Stuffing my wits into a façade of self-possessed impatience, I gave Demery a thin smile and asked Kaspin, “I trust we will not be waiting long?”
Kaspin shook his head and glanced at a ticking clock on the mantle. “I doubt so.”
Accepting this with a nod, I stepped forward and tapped Fisher’s shoulder. She shot me a censorious glance, but paused when she saw my expression.
She rose and we moved to the door.
“Something is not right. We need to warn Slader,” I murmured. There was no use pretending that our conversation was not conspiratorial—everyone in the room watched us, even the Stormsinger over her gag. “That man is James Elijah Demery.”

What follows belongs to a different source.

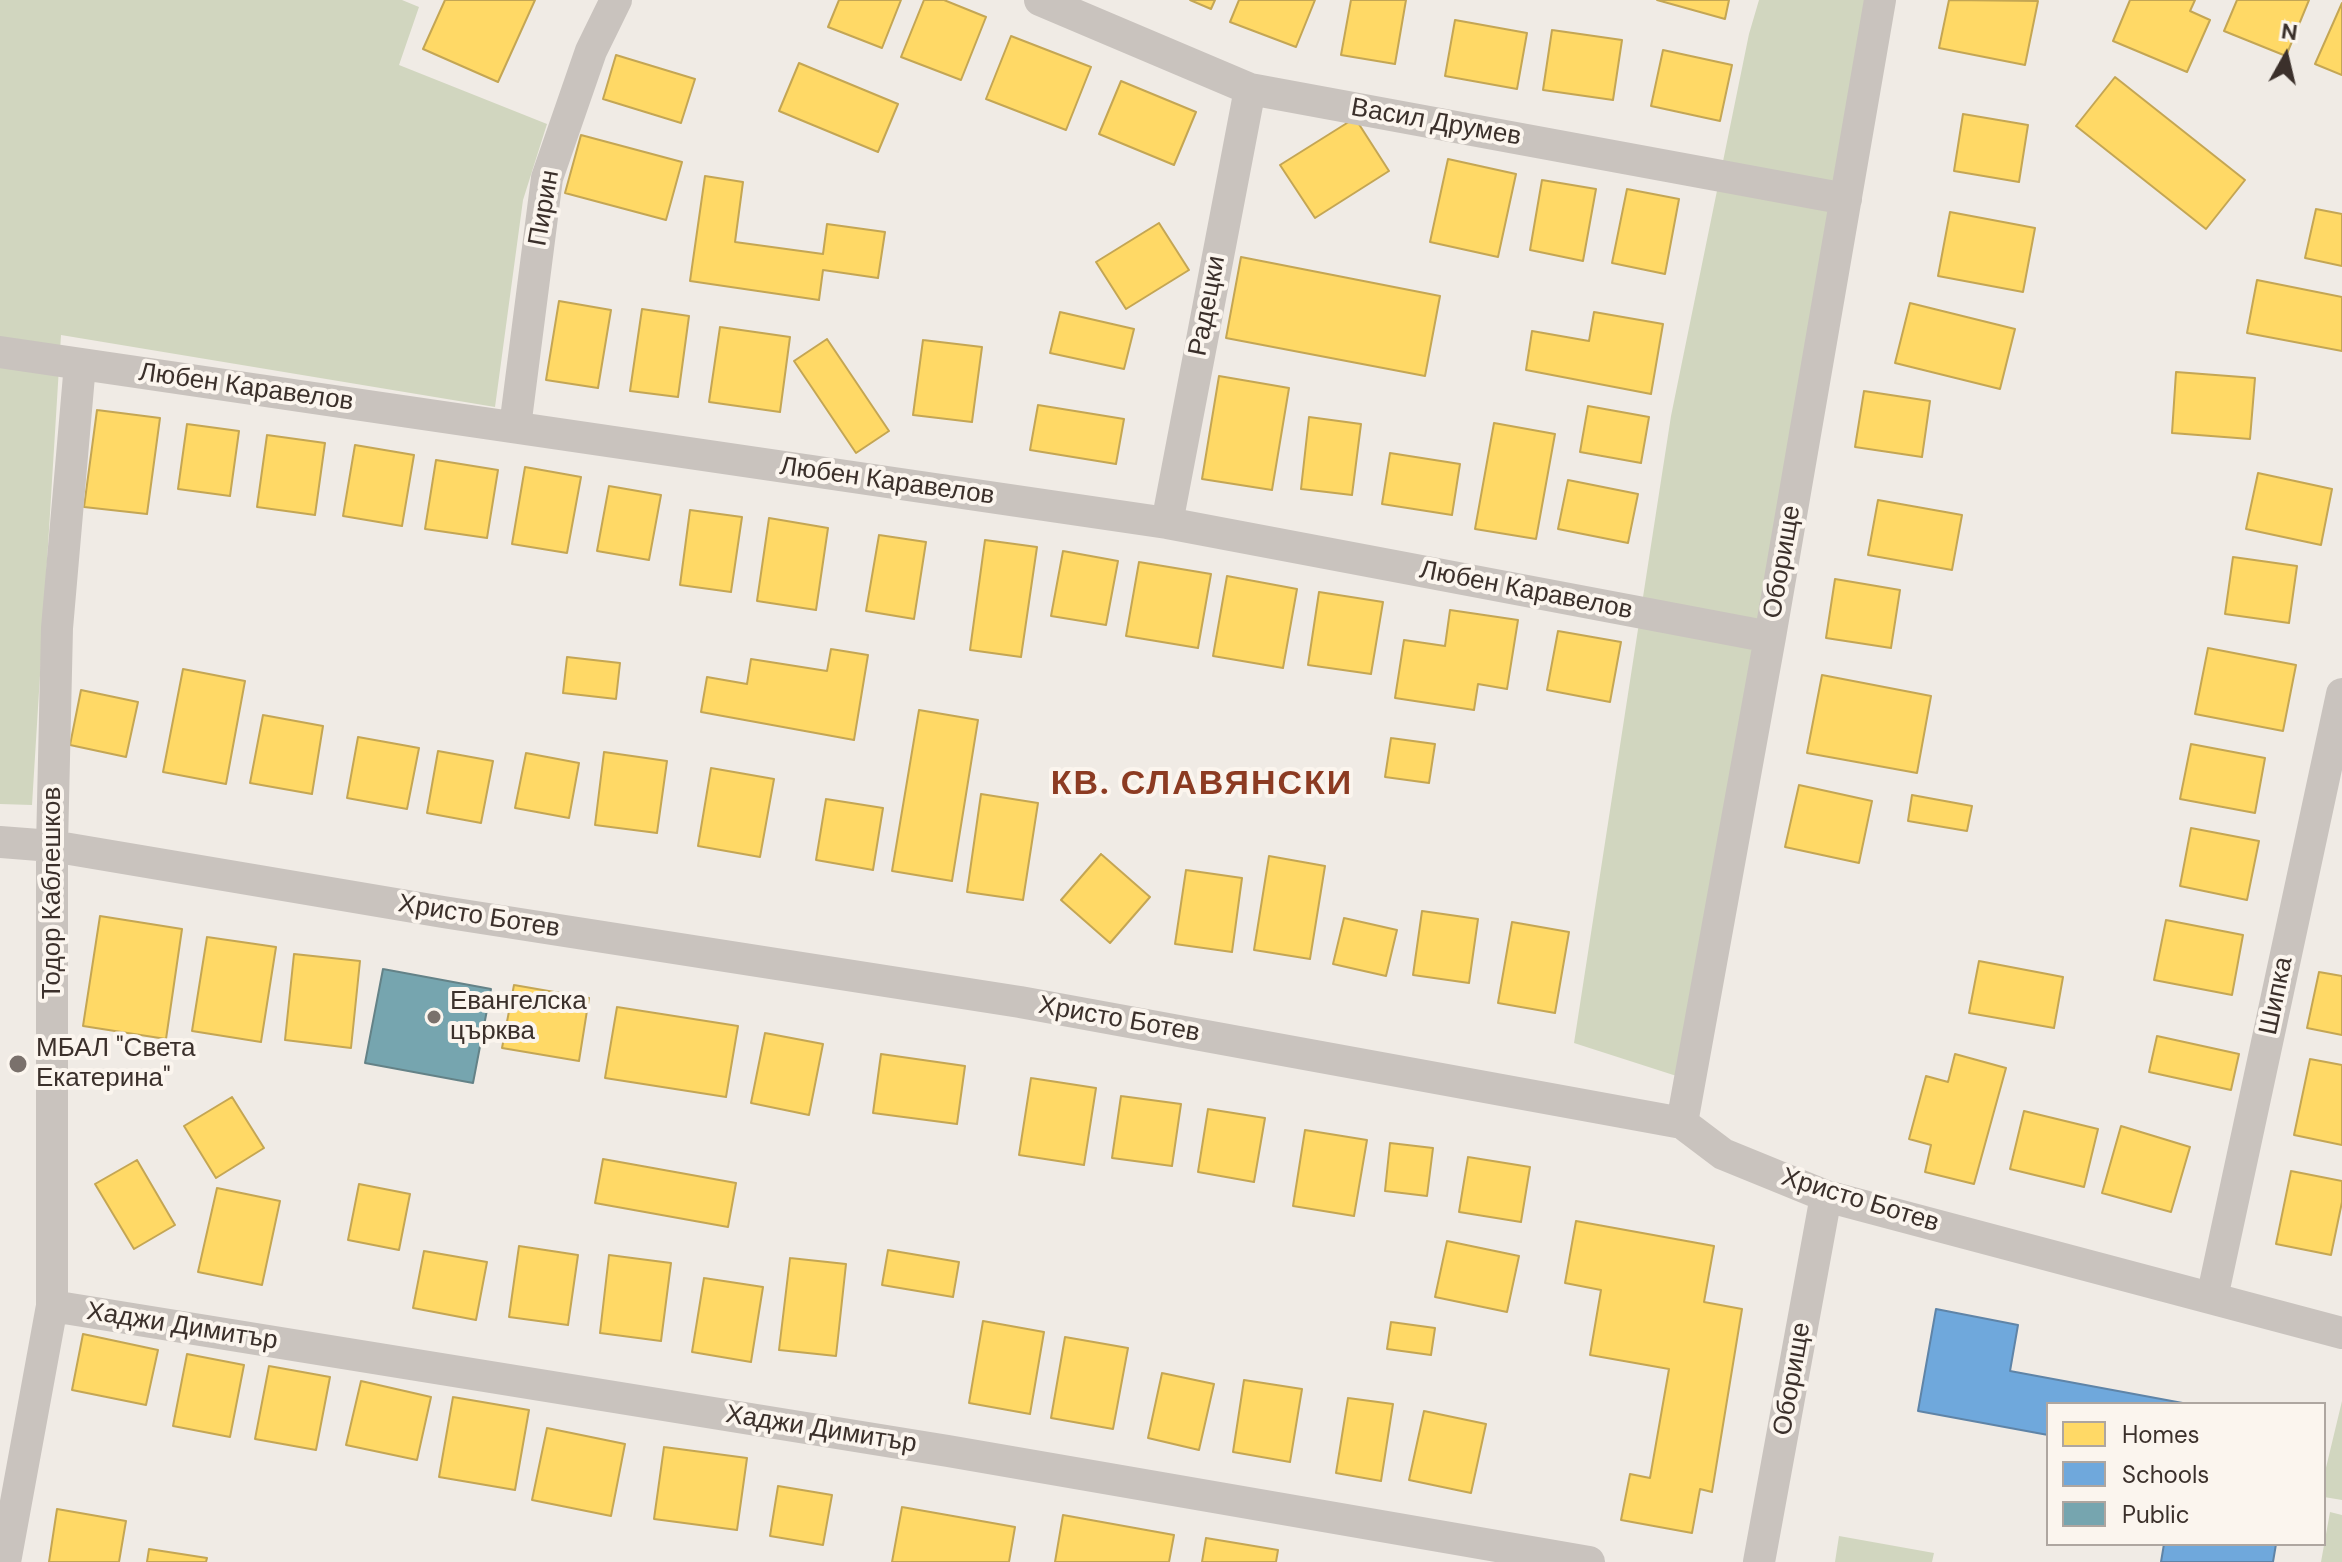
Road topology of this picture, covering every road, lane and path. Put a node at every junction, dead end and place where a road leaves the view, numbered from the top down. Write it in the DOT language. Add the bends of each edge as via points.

“Is he a mage?” Fisher pointedly did not look at the man. “Is he conspiring?”
I shook my head. “Not a mage—not that I have sensed. But he did imply we ought to be better armed and there is something disquieting about this last guest.”
“Then go.” Fisher nodded to the door. “Right away.”
“You ought to,” I returned. “Let me stay here.”
“I am the senior officer,” Fisher reminded me coolly.
“Of course,” I acknowledged with a nod. “But I am the Sooth.”
Fisher’s expression stilled, and for a heartbeat I thought she would overrule me. Then she nodded and said, loud enough for our eavesdroppers to ‘accidentally’ hear, “Fine, how much more?”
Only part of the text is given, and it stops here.